** Description of the task **
Wherever the word "Schweitzer" appears in a line of the records, copy that line.

Saved data entries

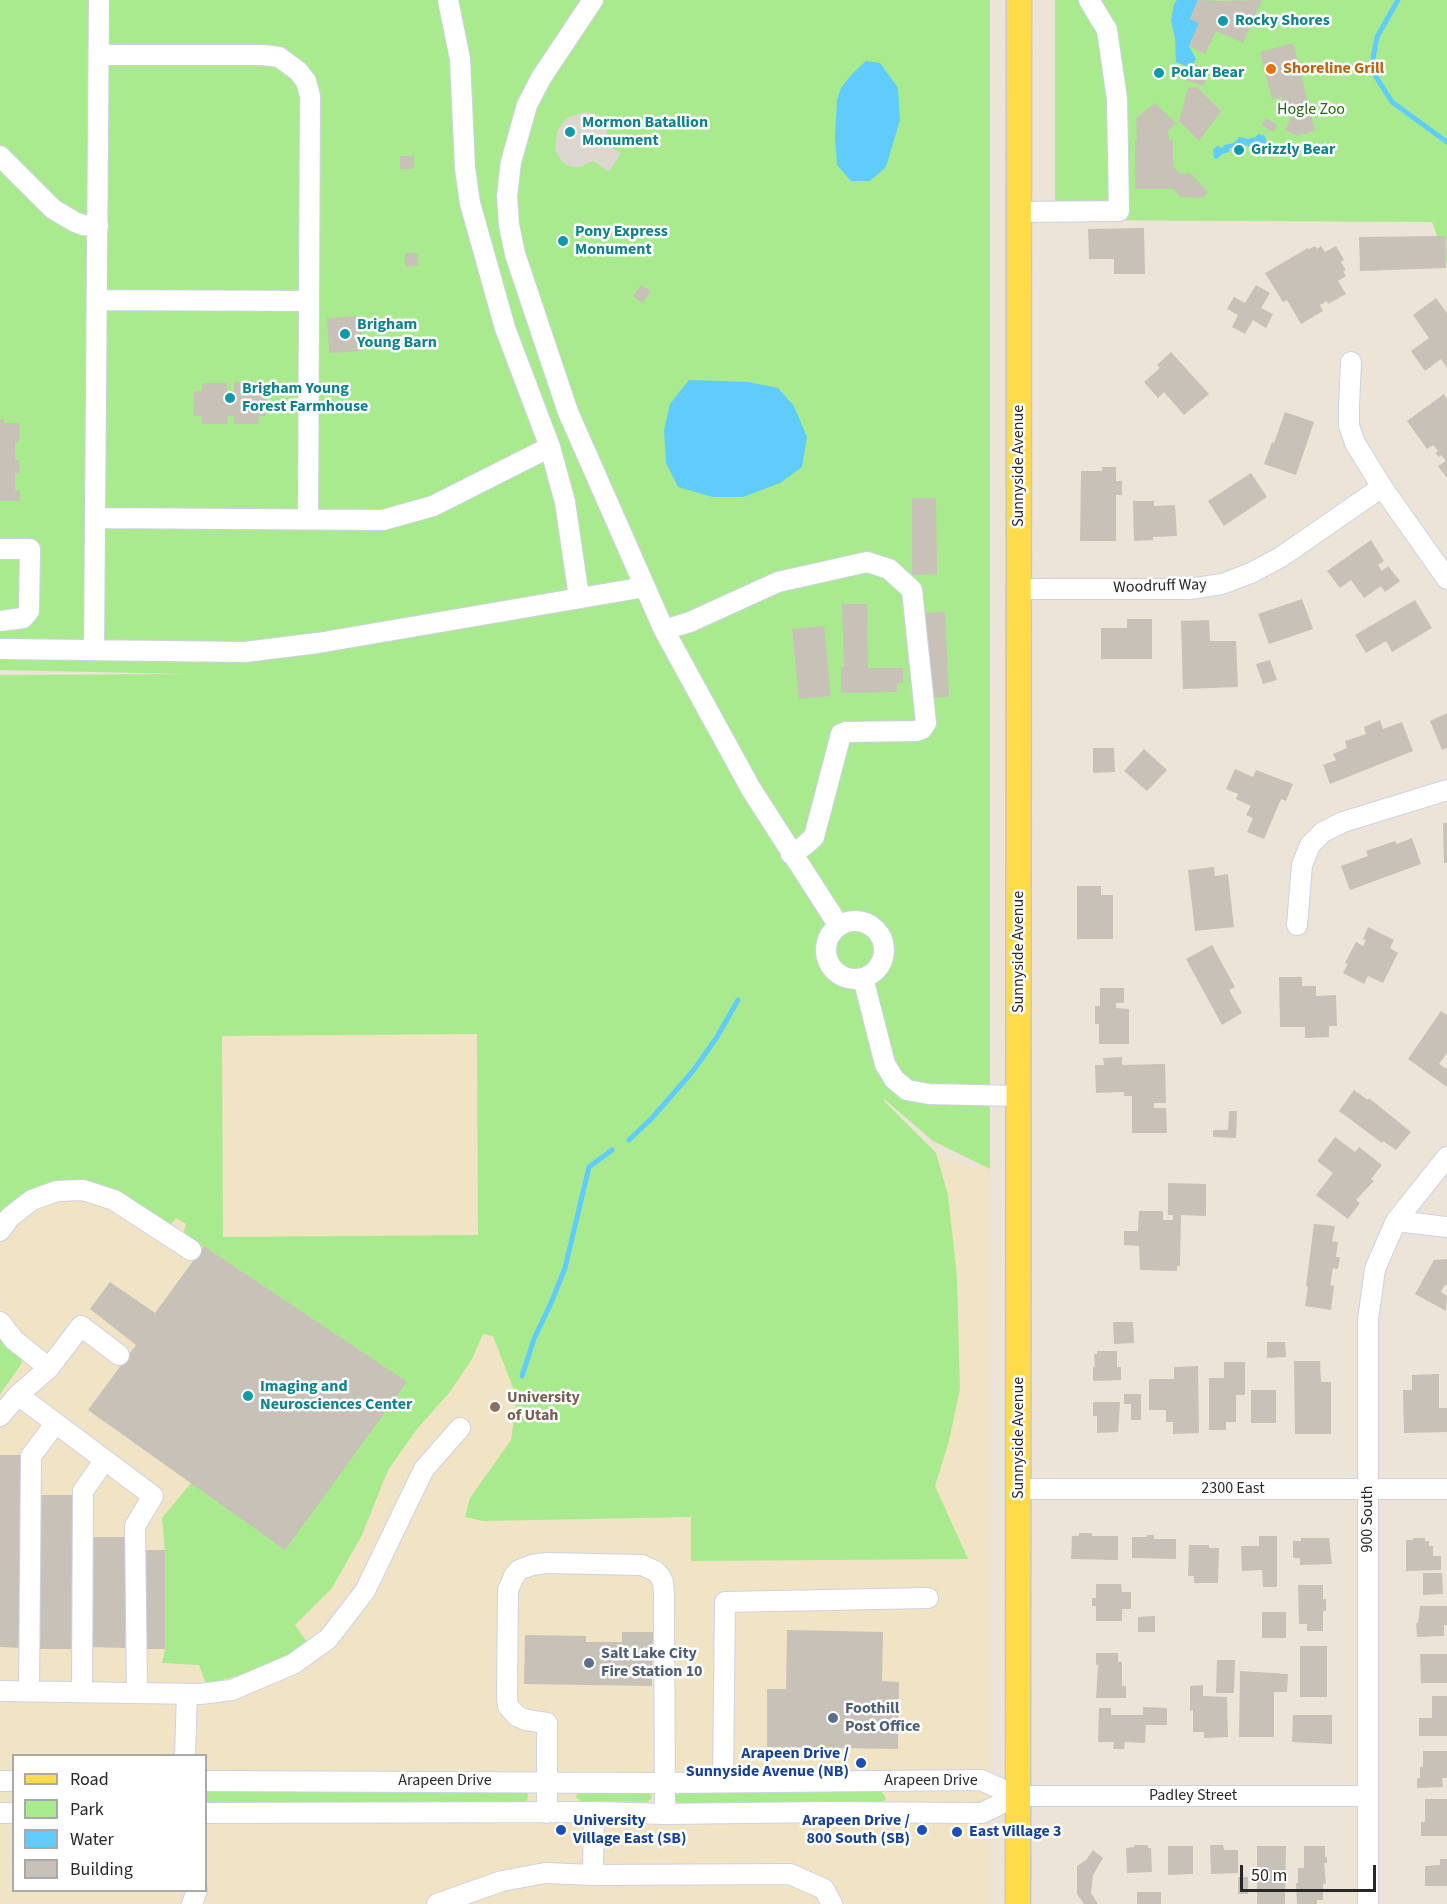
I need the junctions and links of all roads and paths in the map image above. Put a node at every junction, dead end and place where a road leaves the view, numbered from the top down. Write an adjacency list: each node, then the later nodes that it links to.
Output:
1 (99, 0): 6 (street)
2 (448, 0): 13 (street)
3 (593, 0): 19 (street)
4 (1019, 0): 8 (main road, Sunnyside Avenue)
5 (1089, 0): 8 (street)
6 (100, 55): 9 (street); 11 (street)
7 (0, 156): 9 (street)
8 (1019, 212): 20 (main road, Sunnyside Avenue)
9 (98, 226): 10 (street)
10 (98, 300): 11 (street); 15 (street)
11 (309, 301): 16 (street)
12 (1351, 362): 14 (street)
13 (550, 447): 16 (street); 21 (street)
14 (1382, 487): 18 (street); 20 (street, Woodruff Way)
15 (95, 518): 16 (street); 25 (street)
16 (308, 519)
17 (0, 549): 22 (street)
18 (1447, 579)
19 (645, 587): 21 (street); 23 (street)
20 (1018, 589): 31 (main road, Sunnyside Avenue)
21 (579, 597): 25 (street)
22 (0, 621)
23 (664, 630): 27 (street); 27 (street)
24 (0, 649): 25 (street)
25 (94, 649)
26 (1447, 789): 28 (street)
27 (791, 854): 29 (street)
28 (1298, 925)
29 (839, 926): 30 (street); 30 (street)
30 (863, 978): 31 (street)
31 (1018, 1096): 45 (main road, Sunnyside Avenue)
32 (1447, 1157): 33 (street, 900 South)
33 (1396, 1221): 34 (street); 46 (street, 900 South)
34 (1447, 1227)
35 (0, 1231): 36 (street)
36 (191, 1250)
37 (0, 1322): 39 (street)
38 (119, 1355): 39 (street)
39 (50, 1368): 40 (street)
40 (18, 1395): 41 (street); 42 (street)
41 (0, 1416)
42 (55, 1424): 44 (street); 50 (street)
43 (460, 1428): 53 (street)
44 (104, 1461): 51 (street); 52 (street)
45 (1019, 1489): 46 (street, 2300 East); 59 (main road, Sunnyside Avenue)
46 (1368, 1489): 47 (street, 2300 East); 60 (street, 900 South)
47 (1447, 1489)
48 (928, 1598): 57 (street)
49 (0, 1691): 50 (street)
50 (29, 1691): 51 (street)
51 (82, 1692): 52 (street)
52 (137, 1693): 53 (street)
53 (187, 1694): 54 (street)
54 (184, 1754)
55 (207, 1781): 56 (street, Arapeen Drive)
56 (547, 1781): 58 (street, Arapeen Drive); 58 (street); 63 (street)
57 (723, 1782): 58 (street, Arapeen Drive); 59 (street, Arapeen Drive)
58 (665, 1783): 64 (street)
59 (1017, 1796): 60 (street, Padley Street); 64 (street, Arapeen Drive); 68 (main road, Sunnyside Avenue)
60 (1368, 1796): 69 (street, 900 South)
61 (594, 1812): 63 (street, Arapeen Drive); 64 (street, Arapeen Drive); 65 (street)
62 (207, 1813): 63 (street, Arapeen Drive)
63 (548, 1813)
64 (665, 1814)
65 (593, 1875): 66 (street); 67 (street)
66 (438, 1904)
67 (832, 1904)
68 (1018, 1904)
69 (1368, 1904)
--
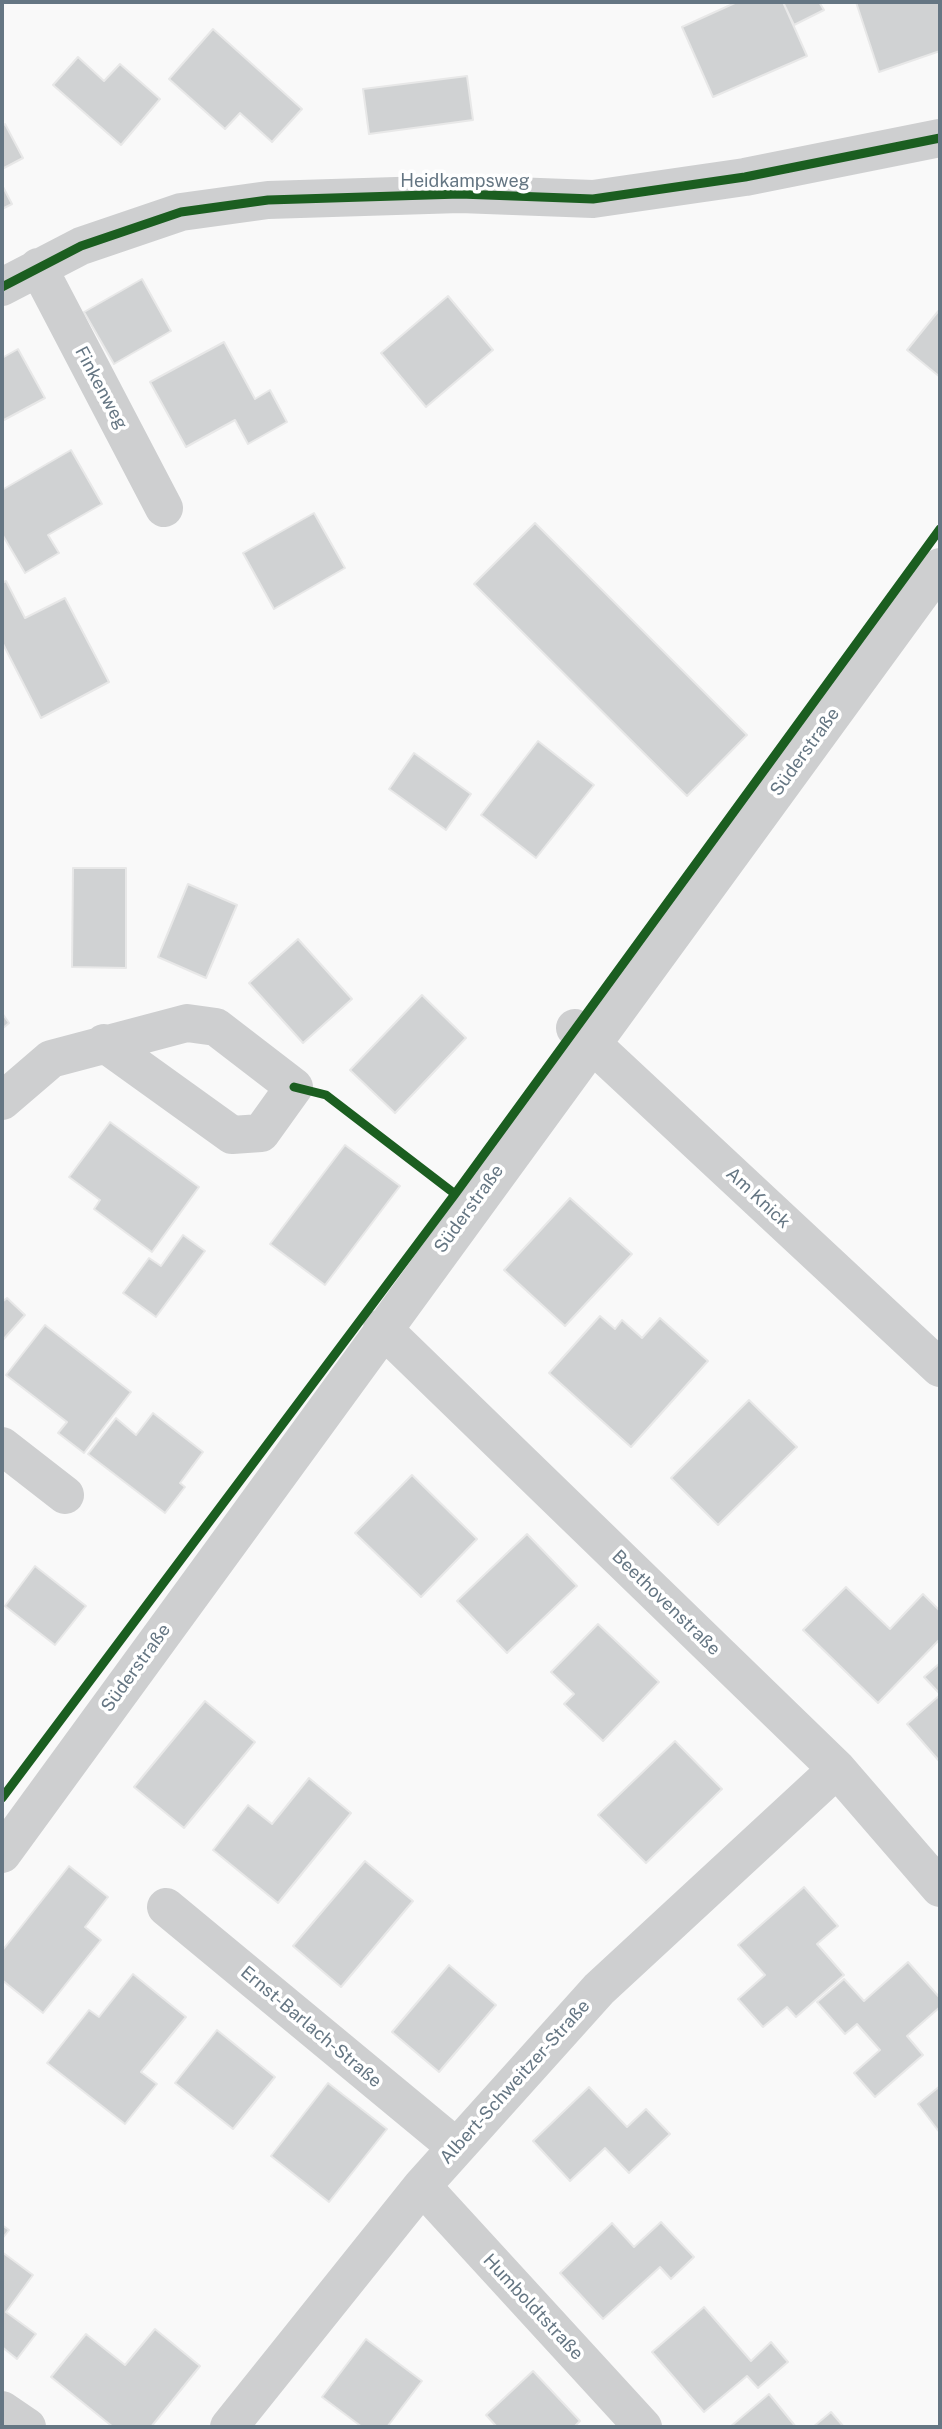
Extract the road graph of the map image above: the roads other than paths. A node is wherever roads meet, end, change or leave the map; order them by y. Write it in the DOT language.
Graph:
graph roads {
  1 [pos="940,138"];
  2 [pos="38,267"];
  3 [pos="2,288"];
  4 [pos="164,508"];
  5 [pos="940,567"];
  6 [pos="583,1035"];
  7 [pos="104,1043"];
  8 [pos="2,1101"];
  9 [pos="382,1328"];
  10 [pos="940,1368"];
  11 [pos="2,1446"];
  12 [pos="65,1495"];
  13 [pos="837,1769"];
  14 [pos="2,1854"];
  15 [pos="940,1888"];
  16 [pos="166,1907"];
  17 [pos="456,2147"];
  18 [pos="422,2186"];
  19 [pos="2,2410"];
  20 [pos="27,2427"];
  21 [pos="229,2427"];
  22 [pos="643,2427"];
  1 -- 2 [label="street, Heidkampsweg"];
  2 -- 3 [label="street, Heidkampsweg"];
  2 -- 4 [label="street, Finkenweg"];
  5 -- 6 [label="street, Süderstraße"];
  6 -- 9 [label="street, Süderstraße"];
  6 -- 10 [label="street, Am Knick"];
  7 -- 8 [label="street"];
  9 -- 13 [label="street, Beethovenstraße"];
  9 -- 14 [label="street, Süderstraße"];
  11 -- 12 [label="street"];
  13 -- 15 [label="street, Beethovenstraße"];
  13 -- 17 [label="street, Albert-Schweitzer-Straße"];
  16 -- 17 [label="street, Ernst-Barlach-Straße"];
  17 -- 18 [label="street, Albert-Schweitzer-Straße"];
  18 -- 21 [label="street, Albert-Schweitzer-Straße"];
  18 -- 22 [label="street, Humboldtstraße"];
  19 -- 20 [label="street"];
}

** Finished exercise **
  13 -- 17 [label="street, Albert-Schweitzer-Straße"];
  17 -- 18 [label="street, Albert-Schweitzer-Straße"];
  18 -- 21 [label="street, Albert-Schweitzer-Straße"];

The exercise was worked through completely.